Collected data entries

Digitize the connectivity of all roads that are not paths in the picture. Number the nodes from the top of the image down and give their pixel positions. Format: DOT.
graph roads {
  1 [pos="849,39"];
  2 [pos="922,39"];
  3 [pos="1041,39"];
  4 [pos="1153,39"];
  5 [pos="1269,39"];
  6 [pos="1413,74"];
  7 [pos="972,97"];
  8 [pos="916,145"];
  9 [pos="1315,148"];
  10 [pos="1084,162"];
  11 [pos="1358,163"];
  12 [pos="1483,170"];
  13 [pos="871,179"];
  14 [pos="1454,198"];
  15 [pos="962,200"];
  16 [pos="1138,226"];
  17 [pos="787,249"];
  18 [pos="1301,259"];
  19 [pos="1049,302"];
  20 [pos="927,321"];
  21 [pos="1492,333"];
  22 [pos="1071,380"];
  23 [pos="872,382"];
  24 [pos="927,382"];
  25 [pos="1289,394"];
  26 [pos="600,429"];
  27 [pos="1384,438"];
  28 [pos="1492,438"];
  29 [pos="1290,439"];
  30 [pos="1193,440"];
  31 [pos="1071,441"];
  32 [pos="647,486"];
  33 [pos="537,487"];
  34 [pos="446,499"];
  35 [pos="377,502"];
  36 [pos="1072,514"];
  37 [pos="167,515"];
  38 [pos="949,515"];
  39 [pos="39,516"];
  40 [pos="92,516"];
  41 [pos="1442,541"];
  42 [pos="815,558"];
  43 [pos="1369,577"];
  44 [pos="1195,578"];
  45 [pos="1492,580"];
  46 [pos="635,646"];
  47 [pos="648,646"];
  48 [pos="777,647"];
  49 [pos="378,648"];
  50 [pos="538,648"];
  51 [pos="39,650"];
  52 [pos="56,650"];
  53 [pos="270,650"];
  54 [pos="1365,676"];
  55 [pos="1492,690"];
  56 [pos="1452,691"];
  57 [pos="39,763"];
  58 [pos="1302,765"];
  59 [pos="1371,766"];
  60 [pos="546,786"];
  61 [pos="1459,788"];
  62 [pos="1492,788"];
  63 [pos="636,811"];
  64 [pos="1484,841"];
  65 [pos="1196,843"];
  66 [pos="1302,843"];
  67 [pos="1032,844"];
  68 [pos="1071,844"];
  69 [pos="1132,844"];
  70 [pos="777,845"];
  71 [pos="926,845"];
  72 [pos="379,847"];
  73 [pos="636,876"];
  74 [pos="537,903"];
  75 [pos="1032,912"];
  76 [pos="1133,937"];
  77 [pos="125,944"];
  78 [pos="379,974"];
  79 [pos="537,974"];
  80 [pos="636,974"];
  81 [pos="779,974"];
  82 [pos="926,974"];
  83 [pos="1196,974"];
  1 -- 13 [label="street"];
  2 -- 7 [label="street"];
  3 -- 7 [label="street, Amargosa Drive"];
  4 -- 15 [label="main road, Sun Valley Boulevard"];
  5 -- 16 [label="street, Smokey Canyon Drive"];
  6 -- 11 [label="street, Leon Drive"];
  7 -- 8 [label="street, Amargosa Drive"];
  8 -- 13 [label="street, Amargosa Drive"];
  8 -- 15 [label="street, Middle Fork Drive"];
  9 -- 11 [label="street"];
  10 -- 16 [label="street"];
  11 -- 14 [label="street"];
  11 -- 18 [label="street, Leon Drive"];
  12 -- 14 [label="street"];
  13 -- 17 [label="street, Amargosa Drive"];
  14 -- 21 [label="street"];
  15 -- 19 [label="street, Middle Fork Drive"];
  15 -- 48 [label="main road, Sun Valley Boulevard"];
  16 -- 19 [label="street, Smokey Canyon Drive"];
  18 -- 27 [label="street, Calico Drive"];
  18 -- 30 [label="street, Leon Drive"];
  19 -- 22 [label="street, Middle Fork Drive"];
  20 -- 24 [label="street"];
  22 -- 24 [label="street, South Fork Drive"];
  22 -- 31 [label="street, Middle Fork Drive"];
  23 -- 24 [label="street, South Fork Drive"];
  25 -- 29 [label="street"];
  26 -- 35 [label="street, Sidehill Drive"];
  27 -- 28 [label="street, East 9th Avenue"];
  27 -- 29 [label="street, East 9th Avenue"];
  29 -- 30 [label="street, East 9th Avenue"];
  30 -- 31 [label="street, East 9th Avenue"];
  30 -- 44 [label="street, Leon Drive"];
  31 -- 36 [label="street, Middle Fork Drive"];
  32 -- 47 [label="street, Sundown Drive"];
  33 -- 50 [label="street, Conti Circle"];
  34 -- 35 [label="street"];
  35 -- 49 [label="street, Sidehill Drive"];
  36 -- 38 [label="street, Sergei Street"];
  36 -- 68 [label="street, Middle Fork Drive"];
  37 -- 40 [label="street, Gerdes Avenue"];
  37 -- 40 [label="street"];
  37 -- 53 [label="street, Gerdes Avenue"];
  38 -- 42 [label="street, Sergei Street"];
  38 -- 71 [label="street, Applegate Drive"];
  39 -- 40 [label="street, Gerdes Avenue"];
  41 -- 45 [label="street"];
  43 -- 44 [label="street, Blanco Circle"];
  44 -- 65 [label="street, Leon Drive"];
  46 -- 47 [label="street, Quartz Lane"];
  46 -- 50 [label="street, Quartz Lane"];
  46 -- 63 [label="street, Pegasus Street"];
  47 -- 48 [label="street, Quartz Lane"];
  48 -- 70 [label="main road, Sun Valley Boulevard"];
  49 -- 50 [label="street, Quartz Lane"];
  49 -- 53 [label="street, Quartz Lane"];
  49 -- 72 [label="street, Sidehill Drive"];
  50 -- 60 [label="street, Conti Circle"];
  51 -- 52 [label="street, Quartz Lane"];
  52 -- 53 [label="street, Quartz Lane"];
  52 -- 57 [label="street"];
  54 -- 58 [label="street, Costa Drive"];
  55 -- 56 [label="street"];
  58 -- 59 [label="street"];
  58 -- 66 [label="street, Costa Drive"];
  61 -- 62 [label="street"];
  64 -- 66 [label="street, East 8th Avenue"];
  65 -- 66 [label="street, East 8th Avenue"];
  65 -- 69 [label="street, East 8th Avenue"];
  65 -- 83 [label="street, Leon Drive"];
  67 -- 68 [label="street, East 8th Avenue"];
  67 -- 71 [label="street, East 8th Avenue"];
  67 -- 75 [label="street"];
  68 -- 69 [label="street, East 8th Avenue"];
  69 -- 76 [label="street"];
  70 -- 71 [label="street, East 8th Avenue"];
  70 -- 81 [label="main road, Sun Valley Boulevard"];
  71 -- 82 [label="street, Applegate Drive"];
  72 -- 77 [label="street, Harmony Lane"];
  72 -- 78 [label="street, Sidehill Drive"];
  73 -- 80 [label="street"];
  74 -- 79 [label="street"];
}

### THE PROBLEM
Give the entries again in full, with nothing changed.

### ANSWER TO THIS EXERCISE
Digitize the connectivity of all roads that are not paths in the picture. Number the nodes from the top of the image down and give their pixel positions. Format: DOT.
graph roads {
  1 [pos="849,39"];
  2 [pos="922,39"];
  3 [pos="1041,39"];
  4 [pos="1153,39"];
  5 [pos="1269,39"];
  6 [pos="1413,74"];
  7 [pos="972,97"];
  8 [pos="916,145"];
  9 [pos="1315,148"];
  10 [pos="1084,162"];
  11 [pos="1358,163"];
  12 [pos="1483,170"];
  13 [pos="871,179"];
  14 [pos="1454,198"];
  15 [pos="962,200"];
  16 [pos="1138,226"];
  17 [pos="787,249"];
  18 [pos="1301,259"];
  19 [pos="1049,302"];
  20 [pos="927,321"];
  21 [pos="1492,333"];
  22 [pos="1071,380"];
  23 [pos="872,382"];
  24 [pos="927,382"];
  25 [pos="1289,394"];
  26 [pos="600,429"];
  27 [pos="1384,438"];
  28 [pos="1492,438"];
  29 [pos="1290,439"];
  30 [pos="1193,440"];
  31 [pos="1071,441"];
  32 [pos="647,486"];
  33 [pos="537,487"];
  34 [pos="446,499"];
  35 [pos="377,502"];
  36 [pos="1072,514"];
  37 [pos="167,515"];
  38 [pos="949,515"];
  39 [pos="39,516"];
  40 [pos="92,516"];
  41 [pos="1442,541"];
  42 [pos="815,558"];
  43 [pos="1369,577"];
  44 [pos="1195,578"];
  45 [pos="1492,580"];
  46 [pos="635,646"];
  47 [pos="648,646"];
  48 [pos="777,647"];
  49 [pos="378,648"];
  50 [pos="538,648"];
  51 [pos="39,650"];
  52 [pos="56,650"];
  53 [pos="270,650"];
  54 [pos="1365,676"];
  55 [pos="1492,690"];
  56 [pos="1452,691"];
  57 [pos="39,763"];
  58 [pos="1302,765"];
  59 [pos="1371,766"];
  60 [pos="546,786"];
  61 [pos="1459,788"];
  62 [pos="1492,788"];
  63 [pos="636,811"];
  64 [pos="1484,841"];
  65 [pos="1196,843"];
  66 [pos="1302,843"];
  67 [pos="1032,844"];
  68 [pos="1071,844"];
  69 [pos="1132,844"];
  70 [pos="777,845"];
  71 [pos="926,845"];
  72 [pos="379,847"];
  73 [pos="636,876"];
  74 [pos="537,903"];
  75 [pos="1032,912"];
  76 [pos="1133,937"];
  77 [pos="125,944"];
  78 [pos="379,974"];
  79 [pos="537,974"];
  80 [pos="636,974"];
  81 [pos="779,974"];
  82 [pos="926,974"];
  83 [pos="1196,974"];
  1 -- 13 [label="street"];
  2 -- 7 [label="street"];
  3 -- 7 [label="street, Amargosa Drive"];
  4 -- 15 [label="main road, Sun Valley Boulevard"];
  5 -- 16 [label="street, Smokey Canyon Drive"];
  6 -- 11 [label="street, Leon Drive"];
  7 -- 8 [label="street, Amargosa Drive"];
  8 -- 13 [label="street, Amargosa Drive"];
  8 -- 15 [label="street, Middle Fork Drive"];
  9 -- 11 [label="street"];
  10 -- 16 [label="street"];
  11 -- 14 [label="street"];
  11 -- 18 [label="street, Leon Drive"];
  12 -- 14 [label="street"];
  13 -- 17 [label="street, Amargosa Drive"];
  14 -- 21 [label="street"];
  15 -- 19 [label="street, Middle Fork Drive"];
  15 -- 48 [label="main road, Sun Valley Boulevard"];
  16 -- 19 [label="street, Smokey Canyon Drive"];
  18 -- 27 [label="street, Calico Drive"];
  18 -- 30 [label="street, Leon Drive"];
  19 -- 22 [label="street, Middle Fork Drive"];
  20 -- 24 [label="street"];
  22 -- 24 [label="street, South Fork Drive"];
  22 -- 31 [label="street, Middle Fork Drive"];
  23 -- 24 [label="street, South Fork Drive"];
  25 -- 29 [label="street"];
  26 -- 35 [label="street, Sidehill Drive"];
  27 -- 28 [label="street, East 9th Avenue"];
  27 -- 29 [label="street, East 9th Avenue"];
  29 -- 30 [label="street, East 9th Avenue"];
  30 -- 31 [label="street, East 9th Avenue"];
  30 -- 44 [label="street, Leon Drive"];
  31 -- 36 [label="street, Middle Fork Drive"];
  32 -- 47 [label="street, Sundown Drive"];
  33 -- 50 [label="street, Conti Circle"];
  34 -- 35 [label="street"];
  35 -- 49 [label="street, Sidehill Drive"];
  36 -- 38 [label="street, Sergei Street"];
  36 -- 68 [label="street, Middle Fork Drive"];
  37 -- 40 [label="street, Gerdes Avenue"];
  37 -- 40 [label="street"];
  37 -- 53 [label="street, Gerdes Avenue"];
  38 -- 42 [label="street, Sergei Street"];
  38 -- 71 [label="street, Applegate Drive"];
  39 -- 40 [label="street, Gerdes Avenue"];
  41 -- 45 [label="street"];
  43 -- 44 [label="street, Blanco Circle"];
  44 -- 65 [label="street, Leon Drive"];
  46 -- 47 [label="street, Quartz Lane"];
  46 -- 50 [label="street, Quartz Lane"];
  46 -- 63 [label="street, Pegasus Street"];
  47 -- 48 [label="street, Quartz Lane"];
  48 -- 70 [label="main road, Sun Valley Boulevard"];
  49 -- 50 [label="street, Quartz Lane"];
  49 -- 53 [label="street, Quartz Lane"];
  49 -- 72 [label="street, Sidehill Drive"];
  50 -- 60 [label="street, Conti Circle"];
  51 -- 52 [label="street, Quartz Lane"];
  52 -- 53 [label="street, Quartz Lane"];
  52 -- 57 [label="street"];
  54 -- 58 [label="street, Costa Drive"];
  55 -- 56 [label="street"];
  58 -- 59 [label="street"];
  58 -- 66 [label="street, Costa Drive"];
  61 -- 62 [label="street"];
  64 -- 66 [label="street, East 8th Avenue"];
  65 -- 66 [label="street, East 8th Avenue"];
  65 -- 69 [label="street, East 8th Avenue"];
  65 -- 83 [label="street, Leon Drive"];
  67 -- 68 [label="street, East 8th Avenue"];
  67 -- 71 [label="street, East 8th Avenue"];
  67 -- 75 [label="street"];
  68 -- 69 [label="street, East 8th Avenue"];
  69 -- 76 [label="street"];
  70 -- 71 [label="street, East 8th Avenue"];
  70 -- 81 [label="main road, Sun Valley Boulevard"];
  71 -- 82 [label="street, Applegate Drive"];
  72 -- 77 [label="street, Harmony Lane"];
  72 -- 78 [label="street, Sidehill Drive"];
  73 -- 80 [label="street"];
  74 -- 79 [label="street"];
}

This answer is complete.